Junior Rheumatoid Arthritis, or JRA, is a condition that appears in children and teens and presents as chronic joint pain
Summer’s coming to a close, and school is starting. A new start, new teachers, new opportunities, and a chance to reunite with friends and classmates. But certainly, there are challenges that can come with it too. Add a chronic medical condition to the mix, and things can get complicated.

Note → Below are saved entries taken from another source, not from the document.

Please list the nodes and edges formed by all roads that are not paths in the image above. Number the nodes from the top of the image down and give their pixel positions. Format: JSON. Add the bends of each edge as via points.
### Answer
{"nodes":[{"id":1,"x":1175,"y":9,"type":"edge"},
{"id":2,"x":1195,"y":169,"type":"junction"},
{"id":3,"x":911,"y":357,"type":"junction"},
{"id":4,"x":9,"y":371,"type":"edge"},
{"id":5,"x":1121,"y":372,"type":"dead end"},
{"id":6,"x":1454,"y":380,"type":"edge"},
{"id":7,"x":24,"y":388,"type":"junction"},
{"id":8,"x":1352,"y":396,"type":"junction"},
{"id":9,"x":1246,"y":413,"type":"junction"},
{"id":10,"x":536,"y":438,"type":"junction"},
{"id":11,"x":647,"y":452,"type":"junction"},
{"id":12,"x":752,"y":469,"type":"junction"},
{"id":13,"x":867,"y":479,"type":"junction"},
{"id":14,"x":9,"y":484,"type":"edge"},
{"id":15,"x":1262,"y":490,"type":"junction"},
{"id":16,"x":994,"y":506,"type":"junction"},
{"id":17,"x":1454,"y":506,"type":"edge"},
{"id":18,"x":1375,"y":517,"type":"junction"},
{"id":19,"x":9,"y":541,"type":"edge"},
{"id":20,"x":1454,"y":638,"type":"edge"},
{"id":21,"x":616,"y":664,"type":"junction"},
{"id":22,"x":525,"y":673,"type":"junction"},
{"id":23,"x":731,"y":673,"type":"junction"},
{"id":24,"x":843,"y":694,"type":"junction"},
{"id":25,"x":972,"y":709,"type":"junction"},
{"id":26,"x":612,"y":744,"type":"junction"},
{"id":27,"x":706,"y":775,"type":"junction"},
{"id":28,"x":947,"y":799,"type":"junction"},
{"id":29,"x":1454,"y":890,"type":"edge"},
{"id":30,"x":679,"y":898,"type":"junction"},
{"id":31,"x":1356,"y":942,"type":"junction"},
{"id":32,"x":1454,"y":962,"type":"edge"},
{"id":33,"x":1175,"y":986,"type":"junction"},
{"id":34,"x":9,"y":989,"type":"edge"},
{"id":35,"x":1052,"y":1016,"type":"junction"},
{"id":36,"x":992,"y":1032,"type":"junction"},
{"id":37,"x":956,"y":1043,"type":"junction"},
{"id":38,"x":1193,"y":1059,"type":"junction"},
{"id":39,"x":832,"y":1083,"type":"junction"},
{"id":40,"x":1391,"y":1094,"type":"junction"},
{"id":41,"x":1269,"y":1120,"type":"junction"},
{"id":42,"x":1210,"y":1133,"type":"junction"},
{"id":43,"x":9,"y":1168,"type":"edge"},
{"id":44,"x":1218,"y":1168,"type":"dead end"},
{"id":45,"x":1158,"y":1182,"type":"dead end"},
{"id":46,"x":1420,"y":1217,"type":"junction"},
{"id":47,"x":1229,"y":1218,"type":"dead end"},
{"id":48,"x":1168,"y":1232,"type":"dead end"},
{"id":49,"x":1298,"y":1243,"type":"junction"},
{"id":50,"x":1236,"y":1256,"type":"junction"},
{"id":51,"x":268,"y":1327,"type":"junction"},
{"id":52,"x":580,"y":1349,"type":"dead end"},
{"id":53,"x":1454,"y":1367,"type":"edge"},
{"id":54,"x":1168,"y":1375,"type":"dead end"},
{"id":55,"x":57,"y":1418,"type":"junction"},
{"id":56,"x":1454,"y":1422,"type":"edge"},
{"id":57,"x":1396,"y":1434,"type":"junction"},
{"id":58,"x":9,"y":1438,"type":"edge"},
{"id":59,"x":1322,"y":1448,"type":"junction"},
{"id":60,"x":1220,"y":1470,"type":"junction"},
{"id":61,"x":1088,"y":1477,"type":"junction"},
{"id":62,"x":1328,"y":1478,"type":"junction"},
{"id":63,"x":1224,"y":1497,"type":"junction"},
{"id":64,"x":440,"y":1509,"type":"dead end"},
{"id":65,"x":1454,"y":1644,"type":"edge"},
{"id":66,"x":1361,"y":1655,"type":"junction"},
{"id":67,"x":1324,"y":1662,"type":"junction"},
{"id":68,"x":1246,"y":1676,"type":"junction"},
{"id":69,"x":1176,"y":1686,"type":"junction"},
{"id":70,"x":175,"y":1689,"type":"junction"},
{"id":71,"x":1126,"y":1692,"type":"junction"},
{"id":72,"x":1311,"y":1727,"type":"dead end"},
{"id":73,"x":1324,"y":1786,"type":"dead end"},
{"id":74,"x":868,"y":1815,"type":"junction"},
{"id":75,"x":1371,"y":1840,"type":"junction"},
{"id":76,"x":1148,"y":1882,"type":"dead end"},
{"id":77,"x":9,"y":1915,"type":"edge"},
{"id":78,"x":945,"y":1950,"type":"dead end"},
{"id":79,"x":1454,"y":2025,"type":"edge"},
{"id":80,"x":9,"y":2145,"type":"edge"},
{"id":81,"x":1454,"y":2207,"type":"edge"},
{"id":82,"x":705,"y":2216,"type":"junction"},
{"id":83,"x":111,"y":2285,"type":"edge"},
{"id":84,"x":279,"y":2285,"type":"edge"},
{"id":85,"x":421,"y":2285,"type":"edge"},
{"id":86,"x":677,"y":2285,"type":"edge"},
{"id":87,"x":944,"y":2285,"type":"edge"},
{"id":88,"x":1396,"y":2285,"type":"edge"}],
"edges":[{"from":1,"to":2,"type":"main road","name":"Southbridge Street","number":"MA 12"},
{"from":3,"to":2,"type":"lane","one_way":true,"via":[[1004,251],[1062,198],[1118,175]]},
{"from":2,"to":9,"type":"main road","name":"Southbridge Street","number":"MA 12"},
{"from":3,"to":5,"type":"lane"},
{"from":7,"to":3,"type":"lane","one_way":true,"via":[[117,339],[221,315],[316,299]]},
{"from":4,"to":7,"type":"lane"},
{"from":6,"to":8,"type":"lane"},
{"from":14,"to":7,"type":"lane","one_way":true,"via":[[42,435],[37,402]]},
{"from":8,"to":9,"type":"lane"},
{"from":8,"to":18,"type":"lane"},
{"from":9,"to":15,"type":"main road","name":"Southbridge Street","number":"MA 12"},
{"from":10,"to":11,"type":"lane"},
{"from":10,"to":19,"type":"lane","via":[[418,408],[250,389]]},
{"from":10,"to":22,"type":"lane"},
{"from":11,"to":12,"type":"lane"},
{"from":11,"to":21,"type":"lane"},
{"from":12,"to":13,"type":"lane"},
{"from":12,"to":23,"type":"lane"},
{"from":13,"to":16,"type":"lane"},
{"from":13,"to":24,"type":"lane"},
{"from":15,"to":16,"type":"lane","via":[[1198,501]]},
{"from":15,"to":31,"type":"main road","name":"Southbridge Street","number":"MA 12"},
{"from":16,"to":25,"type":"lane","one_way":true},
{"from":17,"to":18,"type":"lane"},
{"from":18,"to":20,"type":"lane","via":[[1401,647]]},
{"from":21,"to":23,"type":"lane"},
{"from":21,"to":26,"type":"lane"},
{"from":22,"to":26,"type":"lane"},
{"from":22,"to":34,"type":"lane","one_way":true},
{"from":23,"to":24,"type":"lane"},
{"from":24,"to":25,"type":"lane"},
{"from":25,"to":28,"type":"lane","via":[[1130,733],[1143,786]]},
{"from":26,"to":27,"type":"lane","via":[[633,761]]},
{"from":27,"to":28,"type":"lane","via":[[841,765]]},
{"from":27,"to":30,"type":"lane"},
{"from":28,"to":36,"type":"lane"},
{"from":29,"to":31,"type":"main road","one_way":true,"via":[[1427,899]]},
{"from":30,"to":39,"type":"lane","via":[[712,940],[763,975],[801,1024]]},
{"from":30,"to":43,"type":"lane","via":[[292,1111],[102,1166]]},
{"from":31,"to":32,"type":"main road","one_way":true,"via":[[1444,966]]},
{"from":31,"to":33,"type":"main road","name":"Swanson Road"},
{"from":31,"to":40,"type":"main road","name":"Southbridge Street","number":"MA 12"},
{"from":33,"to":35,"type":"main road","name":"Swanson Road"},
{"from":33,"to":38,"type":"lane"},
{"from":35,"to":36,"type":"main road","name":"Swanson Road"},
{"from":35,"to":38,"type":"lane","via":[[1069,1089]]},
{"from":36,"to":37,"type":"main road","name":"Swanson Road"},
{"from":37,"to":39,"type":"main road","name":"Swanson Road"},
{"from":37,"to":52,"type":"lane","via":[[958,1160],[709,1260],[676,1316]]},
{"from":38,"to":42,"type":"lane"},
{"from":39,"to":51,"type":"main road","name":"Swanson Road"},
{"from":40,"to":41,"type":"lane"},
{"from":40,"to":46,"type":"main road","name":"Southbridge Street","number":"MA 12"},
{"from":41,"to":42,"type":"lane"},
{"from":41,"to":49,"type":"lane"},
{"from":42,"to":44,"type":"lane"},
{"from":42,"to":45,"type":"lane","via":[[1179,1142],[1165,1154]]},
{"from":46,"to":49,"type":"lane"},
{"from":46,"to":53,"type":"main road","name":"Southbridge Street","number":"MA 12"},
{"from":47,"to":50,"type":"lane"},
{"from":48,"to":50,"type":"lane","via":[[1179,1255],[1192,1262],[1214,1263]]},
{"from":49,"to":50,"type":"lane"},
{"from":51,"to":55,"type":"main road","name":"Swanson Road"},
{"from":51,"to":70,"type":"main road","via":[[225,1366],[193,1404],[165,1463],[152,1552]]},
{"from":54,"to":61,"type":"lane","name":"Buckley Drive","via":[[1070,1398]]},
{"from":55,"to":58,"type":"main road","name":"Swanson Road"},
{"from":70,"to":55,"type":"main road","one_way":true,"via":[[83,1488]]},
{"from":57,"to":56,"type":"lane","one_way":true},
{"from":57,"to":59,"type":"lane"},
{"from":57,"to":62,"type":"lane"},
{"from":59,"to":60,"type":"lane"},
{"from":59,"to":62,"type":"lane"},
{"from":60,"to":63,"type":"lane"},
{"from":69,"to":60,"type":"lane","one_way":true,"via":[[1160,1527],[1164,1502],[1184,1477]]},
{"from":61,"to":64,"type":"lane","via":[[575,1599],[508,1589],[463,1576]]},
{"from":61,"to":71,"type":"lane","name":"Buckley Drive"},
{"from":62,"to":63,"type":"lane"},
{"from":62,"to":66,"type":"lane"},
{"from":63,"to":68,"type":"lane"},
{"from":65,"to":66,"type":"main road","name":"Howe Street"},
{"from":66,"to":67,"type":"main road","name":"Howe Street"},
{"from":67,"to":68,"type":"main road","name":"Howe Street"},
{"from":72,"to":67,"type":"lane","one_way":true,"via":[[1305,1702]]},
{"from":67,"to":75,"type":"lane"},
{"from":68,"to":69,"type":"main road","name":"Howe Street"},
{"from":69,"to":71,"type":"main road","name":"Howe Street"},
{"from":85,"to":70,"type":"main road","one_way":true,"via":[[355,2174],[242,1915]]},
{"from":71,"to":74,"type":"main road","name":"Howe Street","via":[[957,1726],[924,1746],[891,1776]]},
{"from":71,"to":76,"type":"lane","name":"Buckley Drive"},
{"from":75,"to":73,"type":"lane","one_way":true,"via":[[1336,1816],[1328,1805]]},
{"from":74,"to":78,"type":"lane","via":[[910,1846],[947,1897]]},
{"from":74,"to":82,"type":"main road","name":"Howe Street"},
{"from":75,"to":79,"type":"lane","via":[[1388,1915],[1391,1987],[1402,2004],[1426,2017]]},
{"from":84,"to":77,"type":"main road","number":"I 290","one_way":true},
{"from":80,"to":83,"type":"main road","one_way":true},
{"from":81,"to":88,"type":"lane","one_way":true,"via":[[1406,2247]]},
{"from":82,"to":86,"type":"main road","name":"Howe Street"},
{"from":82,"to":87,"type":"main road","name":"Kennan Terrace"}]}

Junior Rheumatoid Arthritis, or JRA, is a condition that appears in children and teens and presents as chronic joint pain.
So how does life look for a teen with JRA? Yes, they can experience all the fun and wacky aspects of being a teen, but depending on the severity of their condition, physical mobility and function may be affected for days, weeks, or even longer for some. Pain might be a chronic companion. Participating in usual teen activities can sometimes be physically impossible. Understandably, this can all be emotionally taxing, and in the already emotionally charged years of teenagehood, it takes a lot of inner strength to get through this challenge. But it can be done!
Life with JRA
Knowing what you’re dealing with can be a big step towards dealing with JRA effectively. But often, it can be hard to get an accurate diagnosis. Teens often need to undergo many tests and doctor visits until they are finally diagnosed with JRA.
Eventually, the first major hurdle is overcome: a pediatrician or a rheumatologist (a doctor with specialized training in treating inflammatory rheumatic disease) diagnoses JRA. And then comes the (not so) fun part : finding the right treatment that will consistently and effectively relieve the symptoms.
Treatment isn’t always straightforward — take a pill twice a day and poof, you’ll be fine. Unfortunately, it doesn’t work like that. It can take a long time to get the right meds, at the right dosages, and the medications themselves are no magic bullet — they often come along with tough side effects.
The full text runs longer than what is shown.